Virüs Günlerinde Kronik Hastalığı Olanlar

Virüs Günlerinde Kronik Hastalığı Olanlar
25 Mart 2020
Etiketler: ,
Kategoriler: Popüler Makalelerimiz

Psiko-onkolog Elçin Biçer

Dünyanın her yerinde ve yanı başımızda süregiden salgın virüs günlerinde, yüksek risk grubuna giren kanser ve diğer kronik hastalıkları olan bireylerin (yeni tanı almış bireyleri hariç tutuyorum) bugünleri pek çoğumuzdan daha metanetli daha sakin karşılamaları bir tesadüf değil.

Çünkü kronik hastalığı olan kişiler, hepimizden çok önce bir hastalığın getirdiği ve getirebileceği kayıplarla hesaplaşmışlardı. Bugün bizlerin yaşadığı korku ve paniği, onlar ilk tanılarını duyduklarında tatmışlardı. O korku ve panikle baş edecek güçlü yöntemler ve hayata karşı yeni bir bakış açısı geliştirdiler zaman içinde.

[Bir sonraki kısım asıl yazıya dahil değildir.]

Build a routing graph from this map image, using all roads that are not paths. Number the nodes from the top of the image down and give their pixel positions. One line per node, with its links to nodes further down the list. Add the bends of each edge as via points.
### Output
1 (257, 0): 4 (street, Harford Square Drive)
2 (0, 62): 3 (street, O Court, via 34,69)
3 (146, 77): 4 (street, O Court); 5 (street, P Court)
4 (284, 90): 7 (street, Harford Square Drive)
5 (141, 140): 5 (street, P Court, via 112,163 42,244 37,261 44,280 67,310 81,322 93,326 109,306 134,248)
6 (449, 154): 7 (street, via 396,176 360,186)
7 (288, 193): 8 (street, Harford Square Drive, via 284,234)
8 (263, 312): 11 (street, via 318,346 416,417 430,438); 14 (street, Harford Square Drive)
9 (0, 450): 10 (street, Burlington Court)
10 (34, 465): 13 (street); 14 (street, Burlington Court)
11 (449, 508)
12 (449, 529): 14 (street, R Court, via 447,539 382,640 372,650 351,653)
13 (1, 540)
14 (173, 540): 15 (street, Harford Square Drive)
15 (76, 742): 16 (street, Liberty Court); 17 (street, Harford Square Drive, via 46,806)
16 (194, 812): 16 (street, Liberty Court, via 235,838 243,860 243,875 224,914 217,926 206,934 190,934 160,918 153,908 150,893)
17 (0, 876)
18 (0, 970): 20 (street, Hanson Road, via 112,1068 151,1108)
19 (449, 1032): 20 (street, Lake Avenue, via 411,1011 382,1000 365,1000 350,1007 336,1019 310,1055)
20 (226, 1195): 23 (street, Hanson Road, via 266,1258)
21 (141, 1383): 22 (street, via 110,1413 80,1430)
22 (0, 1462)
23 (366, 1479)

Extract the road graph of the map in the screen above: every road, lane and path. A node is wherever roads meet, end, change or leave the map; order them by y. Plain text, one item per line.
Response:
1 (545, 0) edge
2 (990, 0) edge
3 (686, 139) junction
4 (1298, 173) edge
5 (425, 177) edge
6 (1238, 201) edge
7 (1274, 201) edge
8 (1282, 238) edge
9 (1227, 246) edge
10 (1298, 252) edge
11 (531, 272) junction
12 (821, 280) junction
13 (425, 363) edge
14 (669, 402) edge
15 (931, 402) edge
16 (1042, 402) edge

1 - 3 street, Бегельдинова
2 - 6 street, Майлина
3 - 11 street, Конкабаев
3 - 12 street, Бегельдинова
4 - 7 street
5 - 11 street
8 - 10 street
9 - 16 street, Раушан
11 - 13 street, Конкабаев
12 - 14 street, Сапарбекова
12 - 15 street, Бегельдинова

Bizler koşturmacalı hayatımızda yaşayıp giderken kronik hastalığı olan bireyler, yaşamdaki bazı etkinliklerden kendilerini korumak adına uzak durarak mahrum kaldılar. Tıpkı bugün kendimizi korumak adına evlerimizde kalmayı tercih edişimiz, zorunlu seçmeli izole yaşantımız gibi.  Virüs ve enfeksiyonlara hepimizden daha hassas oldukları için toplu taşıma koşullarına, kalabalık yerlere, hijyene karşı bugün bizim gösterdiğimiz özeni onlar hep gösterdi, o gün bizlerin göstermediği özenin ceremesini de çekerek.

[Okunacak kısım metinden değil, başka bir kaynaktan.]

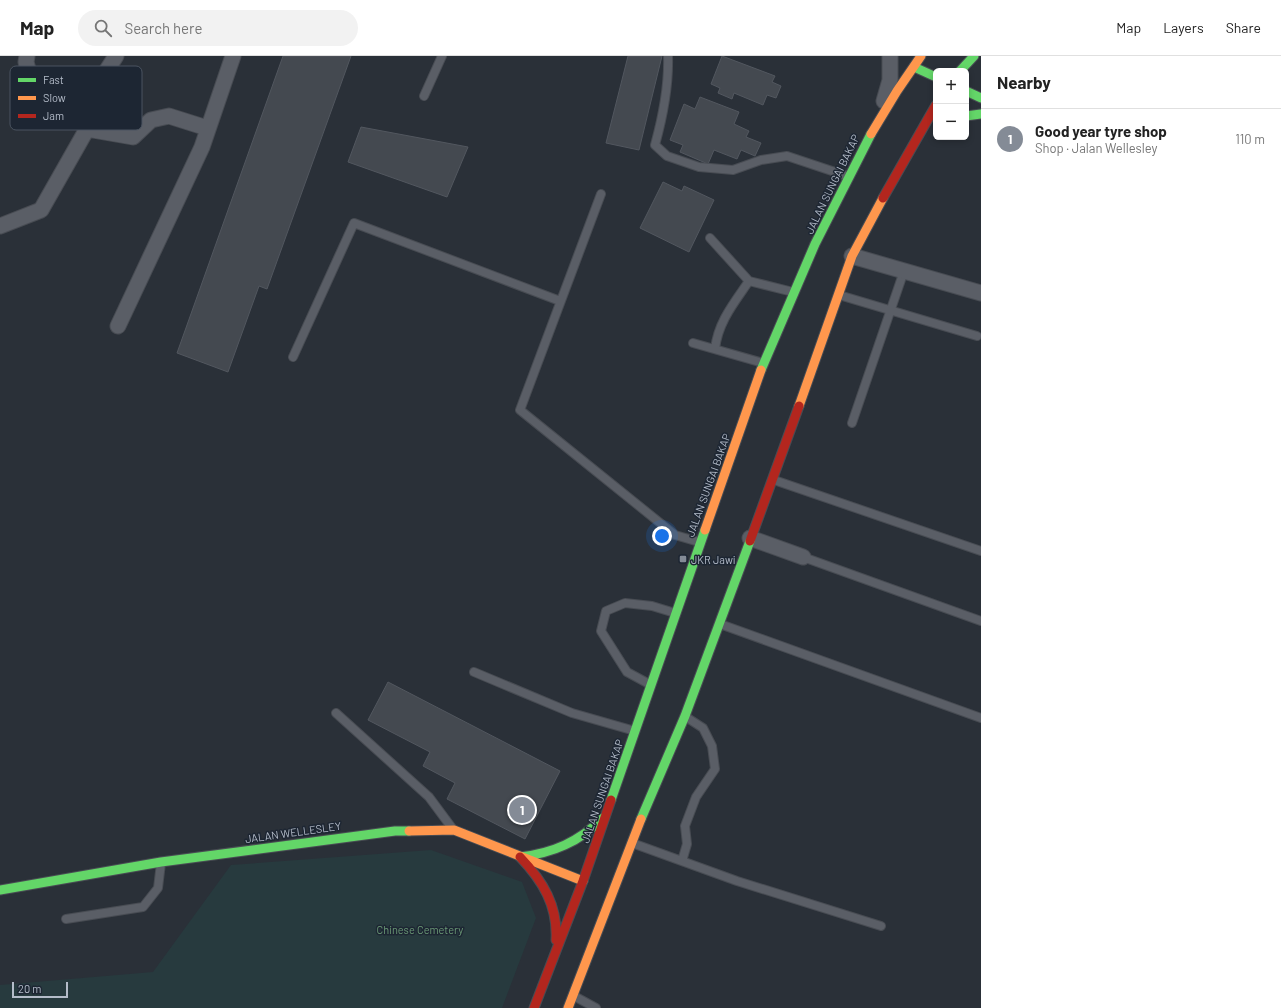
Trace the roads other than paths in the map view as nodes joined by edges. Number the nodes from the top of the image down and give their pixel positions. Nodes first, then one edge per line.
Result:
1 (27, 56) edge
2 (116, 56) edge
3 (233, 56) edge
4 (442, 56) edge
5 (668, 56) edge
6 (890, 56) edge
7 (922, 56) edge
8 (970, 57) edge
9 (981, 64) edge
10 (27, 66) edge
11 (110, 66) edge
12 (914, 66) junction
13 (962, 68) edge
14 (933, 76) edge
15 (969, 92) edge
16 (424, 96) dead end
17 (981, 98) edge
18 (933, 111) edge
19 (981, 114) edge
20 (969, 116) edge
21 (879, 119) junction
22 (142, 128) edge
23 (207, 128) junction
24 (86, 130) edge
25 (93, 130) edge
26 (140, 130) edge
27 (926, 143) dead end
28 (848, 176) junction
29 (894, 176) junction
30 (601, 194) dead end
31 (0, 226) edge
32 (710, 238) dead end
33 (852, 256) junction
34 (904, 271) junction
35 (749, 281) junction
36 (793, 293) junction
37 (981, 293) edge
38 (838, 295) junction
39 (560, 301) junction
40 (891, 310) junction
41 (118, 326) dead end
42 (977, 336) dead end
43 (693, 343) dead end
44 (715, 349) junction
45 (293, 357) dead end
46 (763, 363) junction
47 (852, 423) dead end
48 (773, 480) junction
49 (750, 538) junction
50 (700, 542) junction
51 (981, 551) edge
52 (803, 557) joint
53 (676, 613) junction
54 (981, 621) edge
55 (719, 623) junction
56 (474, 672) dead end
57 (652, 686) junction
58 (336, 714) dead end
59 (685, 716) junction
60 (981, 718) edge
61 (635, 731) junction
62 (605, 816) junction
63 (454, 830) junction
64 (631, 843) junction
65 (520, 857) junction
66 (682, 861) junction
67 (161, 862) junction
68 (583, 881) junction
69 (0, 890) edge
70 (66, 919) dead end
71 (881, 926) dead end
72 (554, 953) junction
73 (573, 995) junction
74 (534, 1008) edge
75 (568, 1008) edge
76 (596, 1008) edge

1 - 10 street
2 - 11 street
3 - 23 street
4 - 16 lane
5 - 28 lane
6 - 21 street
7 - 12 main road, JALAN SUNGAI BAKAP
8 - 9 main road
8 - 13 main road
12 - 14 main road
12 - 21 main road, JALAN SUNGAI BAKAP
15 - 17 main road
18 - 29 main road
19 - 20 main road
21 - 28 main road, JALAN SUNGAI BAKAP
22 - 23 street
23 - 41 street
24 - 31 street
25 - 26 street
27 - 29 main road
28 - 36 main road, JALAN SUNGAI BAKAP
29 - 33 main road
30 - 39 lane
32 - 35 lane
33 - 34 street
33 - 38 main road
34 - 37 street
34 - 40 lane
35 - 36 lane
35 - 44 lane
36 - 46 main road, JALAN SUNGAI BAKAP
38 - 40 lane
38 - 48 main road
39 - 45 lane
39 - 50 lane
40 - 42 lane
40 - 47 lane
43 - 44 lane
44 - 46 lane
46 - 50 main road, JALAN SUNGAI BAKAP
48 - 49 main road
48 - 51 lane
49 - 52 street
49 - 55 main road
50 - 53 main road, JALAN SUNGAI BAKAP
52 - 54 lane
53 - 57 main road, JALAN SUNGAI BAKAP
53 - 57 lane
55 - 59 main road
55 - 60 lane
56 - 61 lane
57 - 61 main road, JALAN SUNGAI BAKAP
58 - 63 lane
59 - 64 main road
59 - 66 lane
61 - 62 main road, JALAN SUNGAI BAKAP
62 - 65 main road
62 - 68 main road, JALAN SUNGAI BAKAP
63 - 65 main road, JALAN WELLESLEY
63 - 67 main road, JALAN WELLESLEY
64 - 66 lane
64 - 73 main road
65 - 68 main road, JALAN WELLESLEY
65 - 72 main road
66 - 71 lane
67 - 69 main road, JALAN WELLESLEY
67 - 70 lane
68 - 72 main road, JALAN SUNGAI BAKAP
72 - 74 main road, JALAN SUNGAI BAKAP
73 - 75 main road
73 - 76 lane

Onlar, izole olmanın, yaşam kaygısının ve hayatta kalmak için kendine ve kendi dünyalarımıza özen göstermenin ne demek olduğunu çok çok iyi biliyorlar. Bununla baş etmek için uzun uğraşlar sonucu geliştirdikleri güçlü baş etme yöntemleri sayesinde bugün daha metinler.

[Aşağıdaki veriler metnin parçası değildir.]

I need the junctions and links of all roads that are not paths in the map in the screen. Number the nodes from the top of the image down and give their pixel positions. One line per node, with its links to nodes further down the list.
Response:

Ve bugün  “hasta” oldukları için değil, toplumdaki herhangi bir birey olarak evde kalmaktalar. Öteki olma halinden, bizden biri, “normal biri” olma haline geçiş. İnsanlık, sanki bugün onları ve yaşadıkları durumu, duyguları anlamış, paylaşmış, normalleştirmiş gibi.

Zannetmeyin ki, “şimdi anladınız mı?” diyerek öfkeyle yaklaşıyorlar. Hastalığın ya da ölümcül bir hastalıkla karşılaşma ihtimalinin nasıl bir şey olduğunu bildikleri için komşusuna, tanıdıklarına şefkatle ve duyarlılıkla yaklaşmaktalar. Belki de bu kez, onlar bizim kaygımızı paylaşıyor diyebiliriz.